" Stomp The Floor "
Delta Grove Records
One of the last of his generation, (12/23/09)
Arthur Adams is one of those rare and unique cats that have straddled the Blues, soul and jazz boundaries. He's recorded with the Crusaders, done solo albums for Tommy LiPuma's Blue Thumb records, Fantasy Records, and one for Blind Pig that included a track with B.B. King, not an easy feat. Very few of his recordings have demonstrated that in-between dexterity. Phil Upchurch, Freddy Robinson, and perhaps (a less funky) Ronnie Earl come to mind of those who have been able to genre-bend like Arthur. But unlike the previously mentioned musicians, Arthur possesses high quality and very soulful vocal skills.
Stomp the Floor is yet another quality recording by this always in and out-of-focus veteran, his seventh solo recording in a thirty-seven-year span. Stomp the Floor delivers the grits, both on vocal tracks and, more impressively, with its instrumental offerings. Adams turns sixty-nine on Christmas day, 2009, yet this venerable pro show no signs of slowing down, as he consistently orchestrates timeless recordings. For example, check out the oozing soul on "I Know What You Mean" which is not a tune that a rookie can create pulling influences like Earl Palmer, Dennis Coffee, James Jamerson, the aforementioned Phil Upchurch and session work for the great Quincy Jones.
Check out the often covered "Love and Peace" authored by Adams that appears on Quincy's Walking In Space recording or, better yet, Upchurch's rendition on his classic Darkness, Darkness Blue Thumb release. "So Sweet" is another fine example of Arthur's understanding of soul and groove with superb and well thought out bridges.
The first instrumental makes its appearance on the sixth track, "You Got That Right." It's so funky that it could have easily been covered by his former bosses the Crusaders. "Callin' Heaven" is an instant classic with its Blues lyrics that display the struggles of a black Blues man, and it's so sweet. "Thrive On Your Vibe' is extremely positive with its lyric and delivery offering heady changes. Arthur's excellent vocal makes this one of the strongest tracks on Stomp the Floor making me wonder why this was buried at track nine.
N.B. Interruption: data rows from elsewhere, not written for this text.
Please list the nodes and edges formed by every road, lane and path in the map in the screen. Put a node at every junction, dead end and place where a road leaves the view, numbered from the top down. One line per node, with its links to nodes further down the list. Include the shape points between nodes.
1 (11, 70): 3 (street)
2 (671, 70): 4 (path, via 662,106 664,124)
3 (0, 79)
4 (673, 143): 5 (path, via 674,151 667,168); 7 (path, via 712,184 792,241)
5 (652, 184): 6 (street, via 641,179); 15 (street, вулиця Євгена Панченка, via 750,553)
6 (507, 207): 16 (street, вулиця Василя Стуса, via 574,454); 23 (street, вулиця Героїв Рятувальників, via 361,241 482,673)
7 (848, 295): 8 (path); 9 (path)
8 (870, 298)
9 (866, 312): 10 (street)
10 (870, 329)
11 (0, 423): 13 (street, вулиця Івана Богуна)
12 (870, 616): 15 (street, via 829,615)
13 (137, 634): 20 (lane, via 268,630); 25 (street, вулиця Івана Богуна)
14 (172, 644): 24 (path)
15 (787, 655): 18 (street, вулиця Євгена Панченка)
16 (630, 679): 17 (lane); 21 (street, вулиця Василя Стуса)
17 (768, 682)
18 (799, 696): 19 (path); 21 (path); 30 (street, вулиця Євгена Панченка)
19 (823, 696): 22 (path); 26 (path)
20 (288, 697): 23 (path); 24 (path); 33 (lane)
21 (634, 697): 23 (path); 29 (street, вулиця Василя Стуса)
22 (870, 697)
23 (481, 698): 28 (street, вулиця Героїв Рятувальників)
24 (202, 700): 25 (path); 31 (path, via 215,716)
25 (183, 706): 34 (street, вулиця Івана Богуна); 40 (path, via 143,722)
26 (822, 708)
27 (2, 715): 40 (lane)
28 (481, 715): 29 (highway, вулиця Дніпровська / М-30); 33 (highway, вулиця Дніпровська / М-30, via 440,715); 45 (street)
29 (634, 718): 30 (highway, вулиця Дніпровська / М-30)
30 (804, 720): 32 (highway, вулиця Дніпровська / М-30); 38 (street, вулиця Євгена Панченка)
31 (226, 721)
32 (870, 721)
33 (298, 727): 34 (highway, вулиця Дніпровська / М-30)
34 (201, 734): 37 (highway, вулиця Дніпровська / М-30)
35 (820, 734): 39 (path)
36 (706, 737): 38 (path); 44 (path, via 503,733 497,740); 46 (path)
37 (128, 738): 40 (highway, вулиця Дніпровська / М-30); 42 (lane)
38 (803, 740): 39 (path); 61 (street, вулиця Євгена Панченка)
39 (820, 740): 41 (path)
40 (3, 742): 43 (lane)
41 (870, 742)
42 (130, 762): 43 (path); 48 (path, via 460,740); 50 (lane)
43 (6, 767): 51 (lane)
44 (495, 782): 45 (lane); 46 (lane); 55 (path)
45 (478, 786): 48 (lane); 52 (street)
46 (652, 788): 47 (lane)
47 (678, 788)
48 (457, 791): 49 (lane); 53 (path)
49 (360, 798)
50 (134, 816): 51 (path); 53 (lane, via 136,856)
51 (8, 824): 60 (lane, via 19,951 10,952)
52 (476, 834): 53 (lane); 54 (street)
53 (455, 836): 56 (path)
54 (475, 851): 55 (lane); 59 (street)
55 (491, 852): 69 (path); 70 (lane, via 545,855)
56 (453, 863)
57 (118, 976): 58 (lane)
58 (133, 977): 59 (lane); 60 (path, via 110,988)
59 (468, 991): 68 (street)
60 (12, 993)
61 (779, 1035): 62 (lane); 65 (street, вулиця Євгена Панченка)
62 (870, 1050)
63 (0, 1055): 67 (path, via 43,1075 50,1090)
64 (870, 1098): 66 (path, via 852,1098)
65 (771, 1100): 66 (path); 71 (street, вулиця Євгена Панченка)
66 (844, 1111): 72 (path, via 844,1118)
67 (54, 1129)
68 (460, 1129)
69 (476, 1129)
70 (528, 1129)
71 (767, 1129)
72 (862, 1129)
I'm an instrumental guy who digs the shear beauty of "Around the Sun" with its simplistic and smart vibe that exemplifies Adam's gorgeous guitar tone and sweet (yet concise) solo workouts that also possesses an intriguing ending. No simplistic fade here.
The best was left for last on the finale, another instrumental, "Blues Roots," that really portrays Arthur's feel for music, not necessarily Blues, but steeped in Blues and soul. This is what Adams' is all about: that blending of soul-Blues with a hint of jazz, a rare quality that I would like to hear from others in Blues. Little Milton had similar qualities. The previously mentioned Upchurch did, too. B.B could easily sit in here as well, yet Adams' is best suited and most comfortable here. My only complaint is that he was not allowed a little more time to break out and jam.
Kudos to Delta Groove for giving Arthur Adams another shot at fame. He deserves to be heard! But next time - and I pray there is a next time - let Arthur loose. This guy can roar with the best. His powerful performance at Michael Cloeren's Pocono Blues Fest years ago proved that to me. As Arthur is nearly the last of his generation of blues-soul-funk players left on this planet, keeping his ageless youth on recording after recording never feels dull or stale. It's unbelievable how Adams' somehow manages to honestly stay true to his well-defined positive vibe that always sounds fresh. Keep on keeping on, Arthur Adams. We need more of your unique soulful roux of the Blues.